Butler-Short said that the group opposed the removal of Confederate monuments and memorials, calling the removal of a Robert E. Lee statue in Virginia illegal under Virginia law (this law was changed in 2020), saying "Do we change the name of Washington, D.C.? Do we pull down the Jefferson Memorial? This is ridiculous. These are the tactics of communists." She also praised Trump's remarks on a white supremacist rally in Charlottesville, where he said there were "very fine people on both sides" (referring to the white supremacist protesters and counter-protesters).

The group held annual "Tea for Trump" birthday parties at the Trump Hotel; its 2018 meeting featured a runway show partially scored to the North Korean national anthem to celebrate Trump's negotiations with North Korea. White House Press Secretary Sarah Huckabee Sanders was awarded the MAGA Woman of the Year award in absentia. In February 2019, conservative political consultant Roger Stone appeared at a Virginia Women for Trump event.

Butler-Short also defended the Trump administration's family separation and internment policies for migrant children.

In 2019, the Trump campaign issued a cease and desist letter to Butler-Short, because they said the group had used Trump's image without permission in connection with fundraising.
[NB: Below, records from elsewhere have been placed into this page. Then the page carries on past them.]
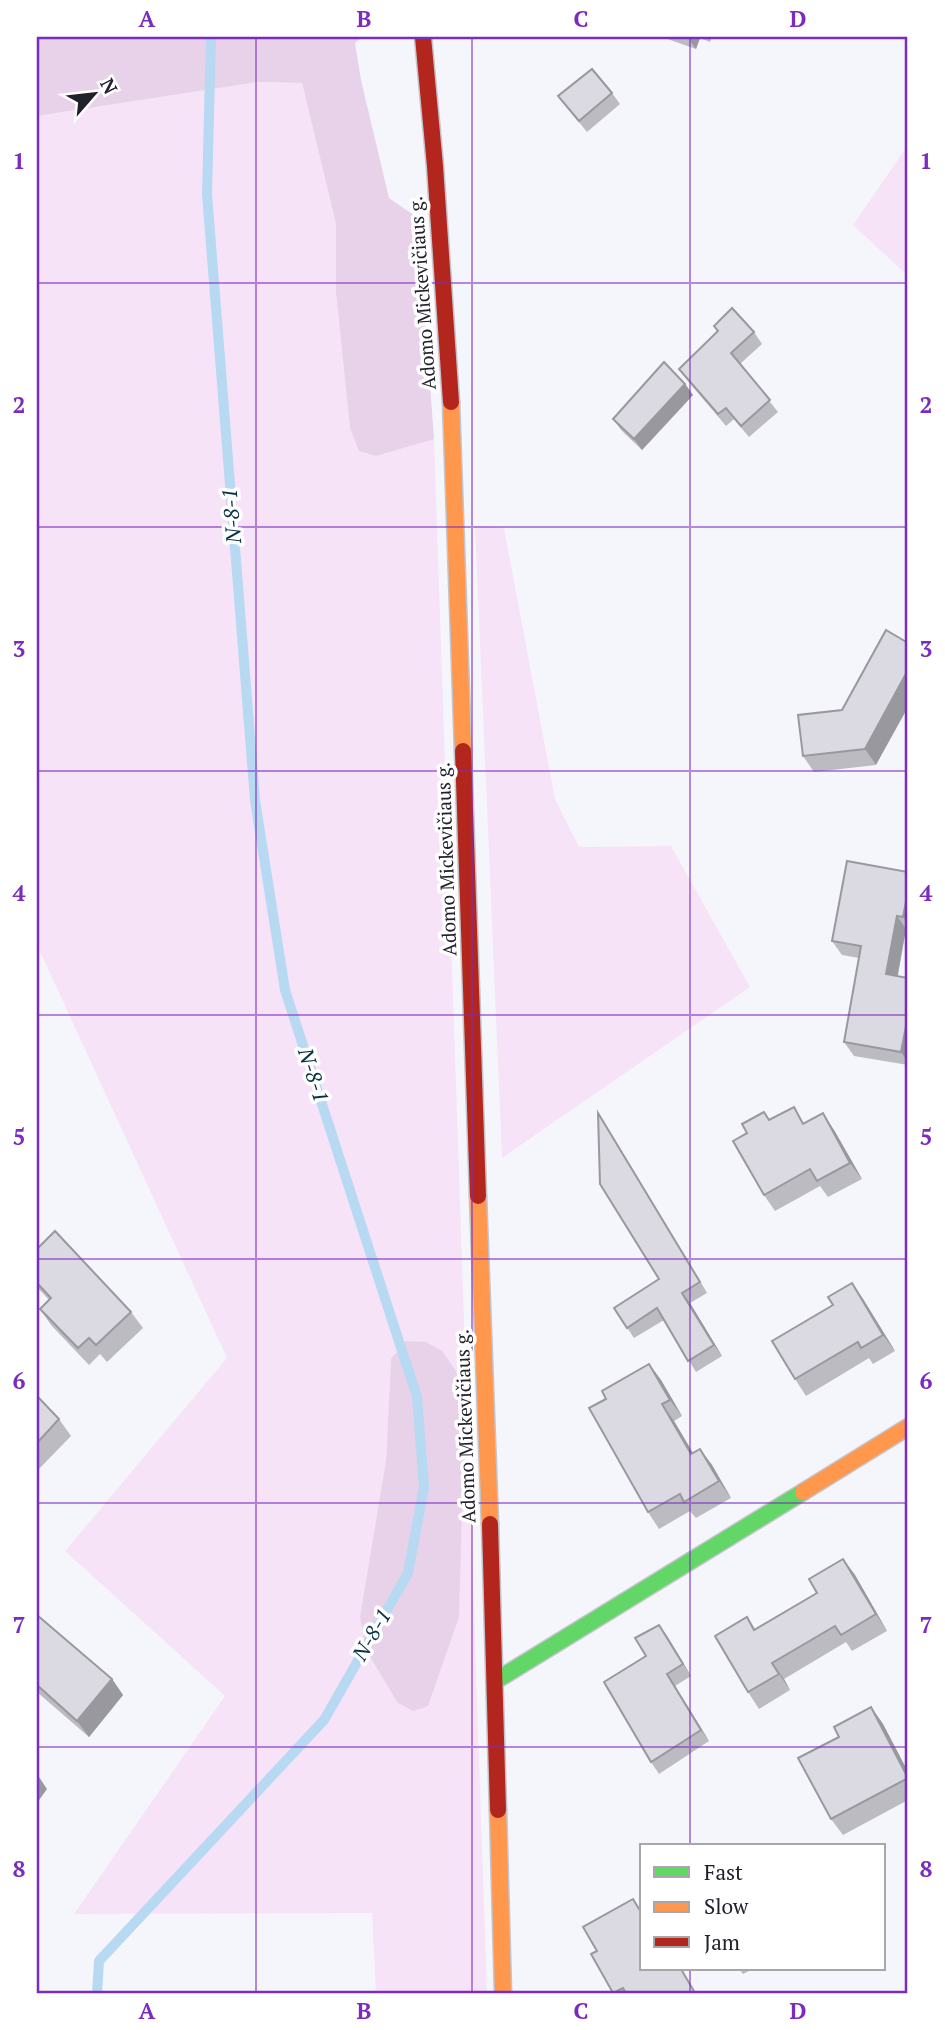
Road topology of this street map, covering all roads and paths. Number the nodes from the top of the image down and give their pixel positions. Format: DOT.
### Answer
graph roads {
  1 [pos="423,37"];
  2 [pos="908,1427"];
  3 [pos="495,1681"];
  4 [pos="503,1993"];
  1 -- 3 [label="main road, Adomo Mickevičiaus g."];
  2 -- 3 [label="main road"];
  3 -- 4 [label="main road, Adomo Mickevičiaus g."];
}
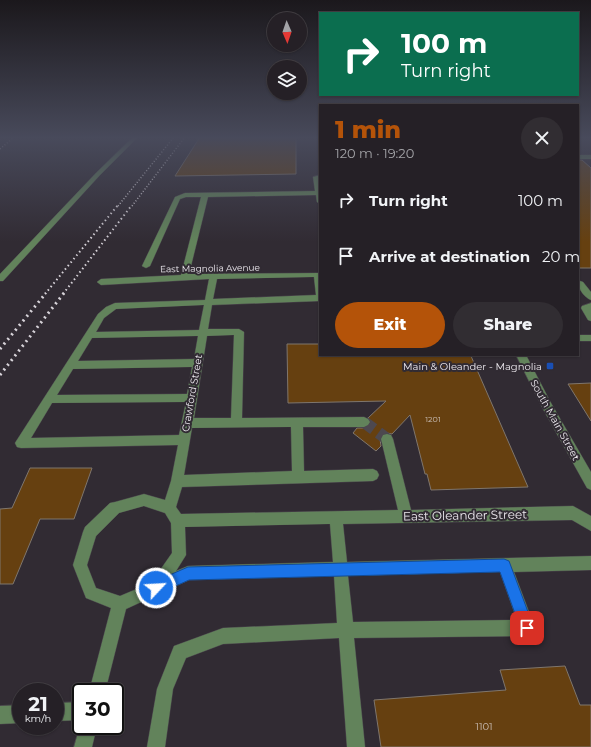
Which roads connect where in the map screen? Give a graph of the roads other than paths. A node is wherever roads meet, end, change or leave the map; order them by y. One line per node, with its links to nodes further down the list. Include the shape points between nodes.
1 (100, 172): 6 (street)
2 (318, 177): 3 (street)
3 (319, 193): 4 (street)
4 (205, 195): 5 (street, via 185,195 177,198); 8 (street)
5 (146, 266)
6 (2, 275)
7 (319, 275): 9 (street, East Magnolia Avenue)
8 (184, 277): 9 (street, East Magnolia Avenue); 10 (street, East Magnolia Avenue)
9 (212, 278): 15 (street, Crawford Street)
10 (101, 282)
11 (579, 284): 12 (street); 13 (street)
12 (591, 284)
13 (591, 297)
14 (319, 298): 15 (street)
15 (208, 302): 18 (street, Crawford Street); 19 (street, via 115,306 101,316)
16 (591, 306): 17 (street, via 586,308)
17 (591, 318)
18 (203, 334): 19 (street); 23 (street, Crawford Street); 29 (street, via 239,332)
19 (89, 335): 24 (street)
20 (579, 338): 21 (street)
21 (591, 338)
22 (521, 356): 36 (street, South Main Street)
23 (198, 363): 24 (street); 25 (street, Crawford Street)
24 (70, 365): 26 (street)
25 (192, 398): 26 (street); 28 (street, Crawford Street)
26 (49, 399): 31 (street, via 21,443)
27 (364, 422): 30 (street)
28 (187, 423): 29 (street); 31 (street, Crawford Street)
29 (236, 423): 30 (street)
30 (297, 423): 34 (street)
31 (184, 440): 35 (street, Crawford Street)
32 (387, 440): 38 (street)
33 (373, 475): 34 (street)
34 (298, 477): 35 (street)
35 (177, 481): 37 (street, Crawford Street)
36 (591, 484)
37 (169, 508): 40 (street); 46 (street, via 144,500 115,508 90,532 80,565 86,582 91,593)
38 (406, 516): 39 (street, East Oleander Street); 41 (street, East Oleander Street, via 573,513)
39 (336, 518): 40 (street, East Oleander Street); 44 (street)
40 (178, 521): 45 (street, via 178,555)
41 (591, 524)
42 (591, 563): 43 (street)
43 (504, 565): 44 (street); 47 (street, via 527,628)
44 (342, 569): 45 (street, via 188,573); 47 (street)
45 (156, 588): 46 (street)
46 (120, 604): 48 (street)
47 (347, 630): 53 (street, via 223,636 180,652 164,689); 54 (street)
48 (99, 683)
49 (12, 714): 50 (street)
50 (0, 715)
51 (86, 735): 52 (street)
52 (83, 747)
53 (156, 747)
54 (356, 747)

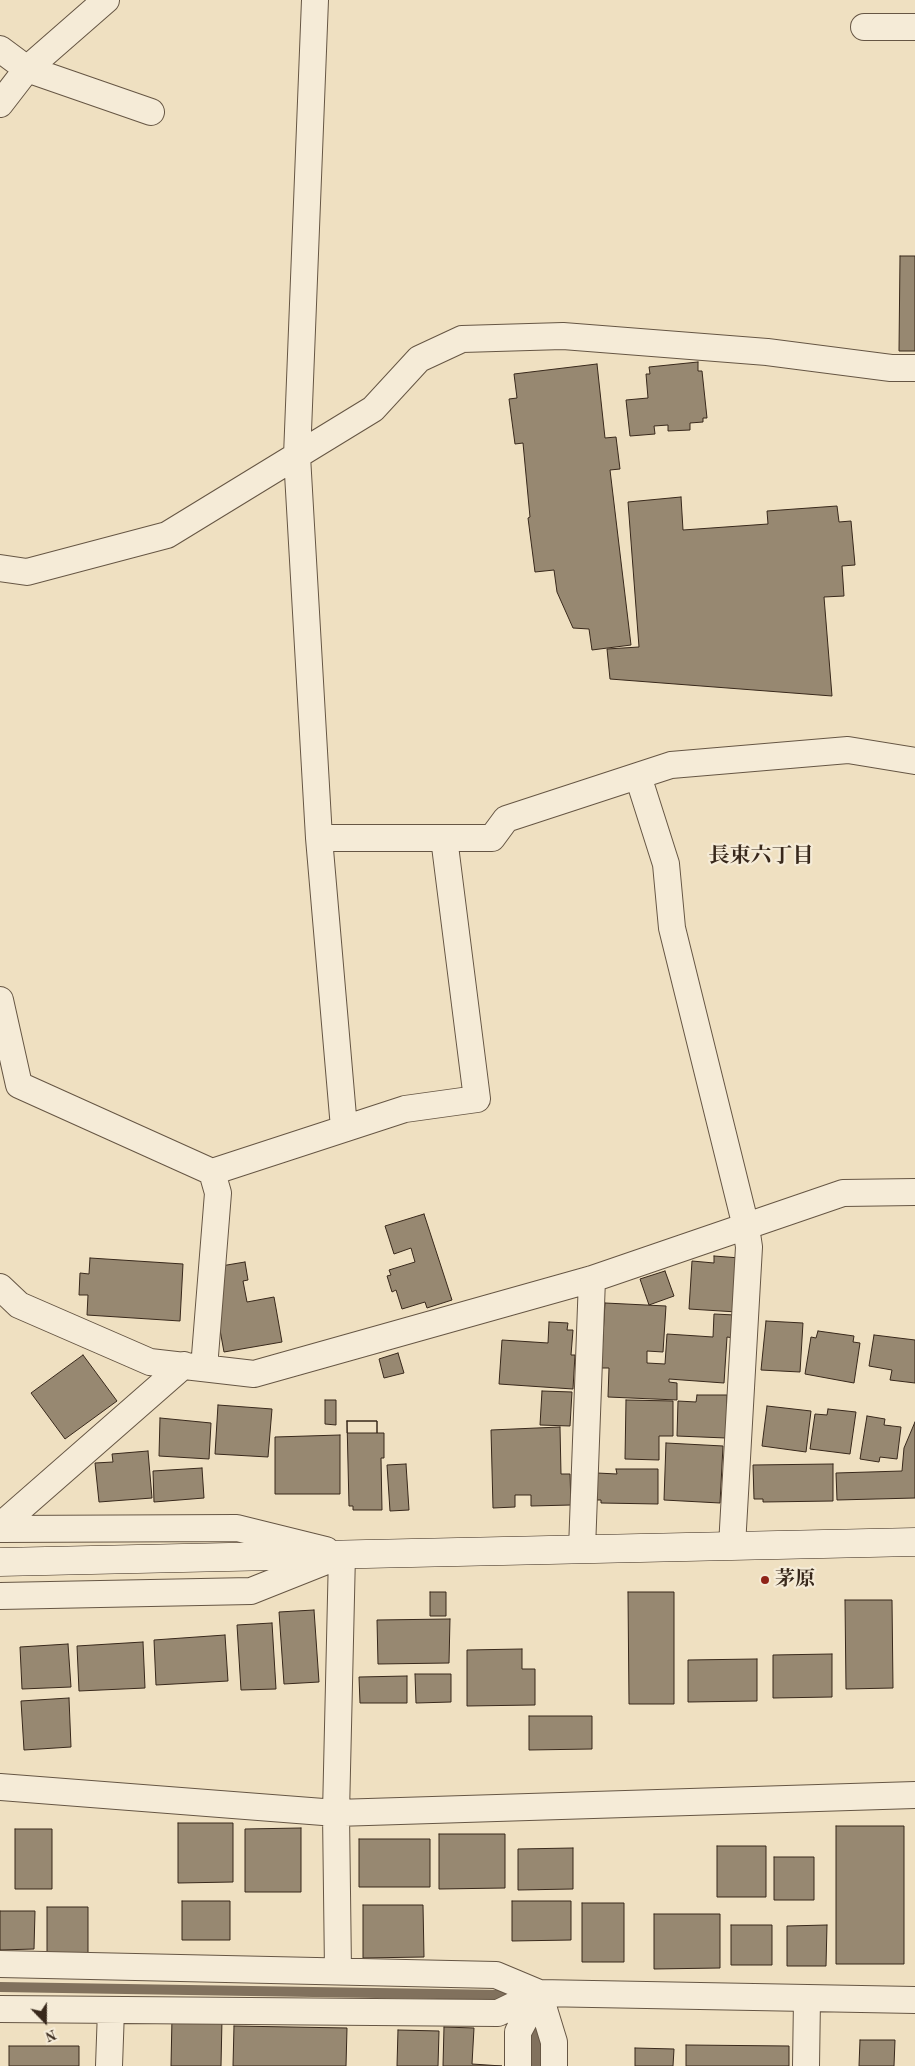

Trump's 2020 campaign repeatedly said the group was "not sanctioned" by the campaign.

Rabia Kazan is a Turkish women's rights journalist who spoke at VWT events in February 2019. She initially supported Trump for his comments on Islam, but later denounced groups within the pro-Trump movement (such as VWT) as cultists. In response, Butler-Short sent a message to Kazan in intentionally broken English for her to put up on social media, which would have supported Trump and claimed Kazan was seeking psychiatric help.

Butler-Short said that she felt "horrified" at the murder of George Floyd, and described Trump's walk to St. John's Church as "very meaningful", denying that it was a photo opportunity.

Butler-Short made it clear in 2020 that she does not accept Joe Biden as the next legitimate President of the United States.

Traveling to Washington, D.C. on January 5, Butler-Short said that she was protesting against a stolen election. VWT sponsored a "One Nation Under God" rally outside the Supreme Court that day. She spoke out against the deadly riots at the Capitol which occurred the following day, but denied Trump's culpability in inciting the crowd; she later claimed that the event was a "peaceful march".

==Personal life==
Butler-Short was born in Cahir, County Tipperary, Ireland.

She lived in Lorton, Virginia and was a U.S. citizen. She described herself as "a product of a great Catholic family and a great Irish education".

Butler-Short moved to London when she was 18 and met her first husband there. He was Chinese, and they moved to Hong Kong, living together for 13 years. The family had to leave Hong Kong for political reasons and moved to Canada. She met her second spouse, a U.S. Army colonel, in Canada following her husband's death. They moved to the U.S. in 1983, and she accompanied him overseas before returning to the U.S. in 1993.